Source: Star Tribune (Minneapolis, MN)
Date: March 31, 1998
Author: David Peterson

Copyright 1998 Star Tribune

Downtown Minneapolis began to feel a bit more international on Monday as Canadians with maple-leaf flags and Germans with noisemakers began to fill the streets and the seats of Target Center for the 1998 World Figure Skating Championships.

"Are there any Canadians here?" Canadian skater Kurt Browning shouted to more than 1,000 people who had filled a giant tent outside Target Center to watch him skate an exhibition on a portable rink. There was a huge shout in response, and Browning deadpanned:

"We're supposed to be timid people, us Canadians, but at the worlds we get loud and obnoxious."

At the end of his routine, he could not pass by a little girl in a Canadian beret who stood beside the rink, beseeching him to autograph a program. Madison Stewart, 5, had spent nine hours on the road from Winnipeg.

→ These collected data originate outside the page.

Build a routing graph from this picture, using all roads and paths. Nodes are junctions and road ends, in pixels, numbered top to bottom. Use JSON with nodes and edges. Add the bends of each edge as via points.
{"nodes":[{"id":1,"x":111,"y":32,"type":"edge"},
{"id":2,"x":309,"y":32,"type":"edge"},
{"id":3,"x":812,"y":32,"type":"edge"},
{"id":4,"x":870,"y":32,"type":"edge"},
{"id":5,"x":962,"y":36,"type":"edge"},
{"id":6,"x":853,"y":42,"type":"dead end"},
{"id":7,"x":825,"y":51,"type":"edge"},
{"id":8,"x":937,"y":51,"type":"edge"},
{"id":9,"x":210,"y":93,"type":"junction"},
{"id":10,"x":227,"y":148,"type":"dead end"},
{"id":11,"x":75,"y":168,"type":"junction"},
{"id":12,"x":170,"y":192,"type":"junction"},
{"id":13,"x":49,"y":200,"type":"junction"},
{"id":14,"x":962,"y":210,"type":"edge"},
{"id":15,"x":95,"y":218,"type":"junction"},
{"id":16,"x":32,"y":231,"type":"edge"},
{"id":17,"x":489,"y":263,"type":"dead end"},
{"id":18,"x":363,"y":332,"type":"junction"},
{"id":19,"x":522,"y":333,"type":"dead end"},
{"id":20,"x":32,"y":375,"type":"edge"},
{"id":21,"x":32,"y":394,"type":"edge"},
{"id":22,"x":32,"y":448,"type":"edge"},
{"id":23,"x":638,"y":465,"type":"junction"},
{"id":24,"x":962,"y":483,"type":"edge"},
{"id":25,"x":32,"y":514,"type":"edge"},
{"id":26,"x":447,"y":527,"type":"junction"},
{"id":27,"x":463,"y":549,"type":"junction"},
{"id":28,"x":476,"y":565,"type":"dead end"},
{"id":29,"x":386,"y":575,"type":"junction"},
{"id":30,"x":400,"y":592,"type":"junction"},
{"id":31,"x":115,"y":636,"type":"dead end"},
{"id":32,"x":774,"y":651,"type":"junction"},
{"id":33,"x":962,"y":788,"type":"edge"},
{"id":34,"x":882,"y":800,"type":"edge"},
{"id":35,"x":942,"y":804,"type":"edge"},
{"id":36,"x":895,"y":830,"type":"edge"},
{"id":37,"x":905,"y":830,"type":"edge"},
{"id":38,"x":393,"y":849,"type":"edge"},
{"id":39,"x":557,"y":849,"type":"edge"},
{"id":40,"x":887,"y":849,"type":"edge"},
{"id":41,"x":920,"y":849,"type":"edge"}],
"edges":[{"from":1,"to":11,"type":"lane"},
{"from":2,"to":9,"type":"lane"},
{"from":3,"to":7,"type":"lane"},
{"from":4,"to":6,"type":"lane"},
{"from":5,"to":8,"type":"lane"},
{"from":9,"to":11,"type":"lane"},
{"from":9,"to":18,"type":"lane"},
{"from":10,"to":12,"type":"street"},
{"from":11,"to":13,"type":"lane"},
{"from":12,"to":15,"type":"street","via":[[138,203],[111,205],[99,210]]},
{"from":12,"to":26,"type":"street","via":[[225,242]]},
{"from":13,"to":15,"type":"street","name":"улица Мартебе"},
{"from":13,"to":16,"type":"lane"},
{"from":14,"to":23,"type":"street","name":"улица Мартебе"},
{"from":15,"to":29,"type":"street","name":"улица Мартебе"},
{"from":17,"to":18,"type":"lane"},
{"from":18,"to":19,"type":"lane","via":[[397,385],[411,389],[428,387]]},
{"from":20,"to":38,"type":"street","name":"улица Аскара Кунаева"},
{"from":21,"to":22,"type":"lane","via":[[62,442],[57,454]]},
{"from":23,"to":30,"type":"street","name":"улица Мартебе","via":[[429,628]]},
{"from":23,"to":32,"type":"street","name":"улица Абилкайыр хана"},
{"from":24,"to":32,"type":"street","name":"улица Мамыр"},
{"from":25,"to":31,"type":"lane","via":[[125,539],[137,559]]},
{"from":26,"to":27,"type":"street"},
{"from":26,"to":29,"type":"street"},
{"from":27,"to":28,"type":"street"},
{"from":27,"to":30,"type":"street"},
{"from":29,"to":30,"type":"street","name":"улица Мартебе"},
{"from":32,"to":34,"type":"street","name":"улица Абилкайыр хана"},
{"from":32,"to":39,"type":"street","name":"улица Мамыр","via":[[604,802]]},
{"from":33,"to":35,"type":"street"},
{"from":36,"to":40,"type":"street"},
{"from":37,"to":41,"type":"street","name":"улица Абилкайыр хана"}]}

Across the street in the Target Center, the crowd watching qualifying rounds for the competition exploded in gratitude to Michelle Kwan, the Olympic silver medalist who stuck with her commitment to come to the world championships.

Kwan's entry onto the ice to warm up was greeted with loud appreciation, as was every jump she made. The announcement of her name drew a thundercrack from the crowd, and her program ended with a standing ovation.

Monday's headline event was the opening of the portable ice rink, which, fittingly enough in the El Nin o winter of 1998, was set up by a guy whose specialty is making ice rinks that can stand up to the desert heat of Las Vegas and to a 120-degree day on the beach at Santa Cruz.

The iceman who created it arrived last week and already is gone. His name is Brian Klavano; he is production manager for Willy Bietak Productions.

To make an outdoor ice rink takes about 100 aluminum tanks, each containing a brine solution that supercools the aluminum so that the water above it will freeze as it is poured on. Workers pour a layer of ice about three-fourths inch thick, then apply the logos of the sponsors, and then add another 1 inches of water that slowly turns to ice.

Then the fun really begins, Klavano said: trying to keep the ice from getting too hard or too slushy as temperatures change.

Does Klavano cringe when skaters rip up his precious sheet of ice?

"Not at all. That's what it's there for," he said. "In fact, we try to soften it a bit so they can."